Given that the dataset was recently published in the UCI, only two related studies have covered it. In the study of Hoffmann et al. [22], only three groups of patients were considered and the healthy individual’s data were deleted and as a result, the problem of data imbalance has not occurred. By adding the enhanced liver fibrosis (ELF) score to the dataset, they examined two modes: the ELF dataset and the ELF-free dataset. The C Tree and rpart algorithms were simulated in R software and the evaluation was performed using the leave-one-out method. rpart had the best result for the ELF dataset with 73.33% accuracy. In Chawathe study [23], a large number of classification algorithms were compared in terms of accuracy, F-measure, AUC, classification time, Training time and model size. In addition to examining the performance measures of algorithms in original dataset classification, three important features have been identified using 7 feature selection methods. These three features include: ALT, AST, CHE. Then, all the algorithms were compared by these three features in the dataset.

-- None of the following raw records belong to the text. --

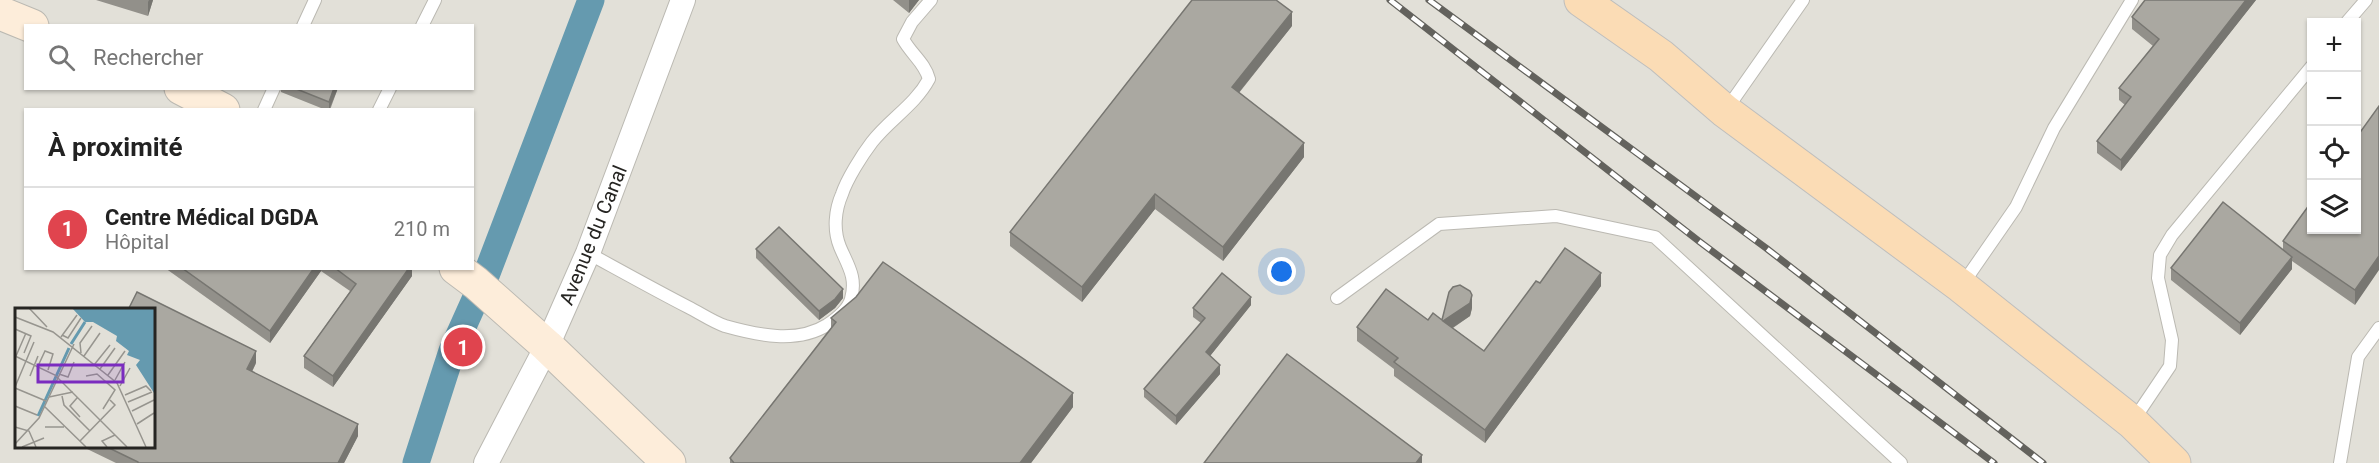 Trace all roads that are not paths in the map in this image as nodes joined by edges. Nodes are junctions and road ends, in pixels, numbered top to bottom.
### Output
1 (315, 0) edge
2 (435, 0) edge
3 (683, 0) edge
4 (931, 0) edge
5 (1581, 0) edge
6 (1803, 0) edge
7 (2132, 0) edge
8 (2366, 0) edge
9 (2, 8) edge
10 (2350, 18) edge
11 (29, 24) edge
12 (304, 24) edge
13 (423, 24) edge
14 (2307, 72) edge
15 (186, 90) edge
16 (272, 90) edge
17 (389, 90) edge
18 (219, 108) edge
19 (265, 108) edge
20 (380, 108) edge
21 (1725, 111) junction
22 (588, 253) junction
23 (466, 276) edge
24 (1961, 286) junction
25 (1337, 298) dead end
26 (2379, 328) edge
27 (547, 346) junction
28 (2133, 422) junction
29 (486, 463) edge
30 (669, 463) edge
31 (1901, 463) edge
32 (2175, 463) edge
33 (2340, 463) edge

1 - 12 lane
2 - 13 lane
3 - 22 street, Avenue du Canal
4 - 22 lane
5 - 21 main road
6 - 21 lane
7 - 24 lane
8 - 10 lane
9 - 11 main road
14 - 28 lane
15 - 18 main road
16 - 19 lane
17 - 20 lane
21 - 24 main road
22 - 27 street, Avenue du Canal
23 - 27 main road
24 - 28 main road
25 - 31 lane
26 - 33 lane
27 - 29 street, Avenue du Canal
27 - 30 main road
28 - 32 main road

The results showed that, Bayes Net (an unlimited number of parents per node: BNt-u) methods based on accuracy and F-measure measures and random forest based on AUC measure performed better than other algorithms for the original dataset. Also, for the collection with three important features, random forest has been the best method. Although the exact values of the measures are not specified, but according to the graphs, the accuracy and F-measure of all algorithms in both datasets are less than 93% and 98%, respectively.
AUTHOR’S CONTRIBUTION
The authors agree on this final form of the manuscript, and attested that all authors contributed in the final draft of the manuscript.
CONFLICTS OF INTEREST
The authors declare no conflicts of interest regarding the publication of this study.
FINANCIAL DISCLOSURE
No financial interests related to the material of this manuscript have been declared.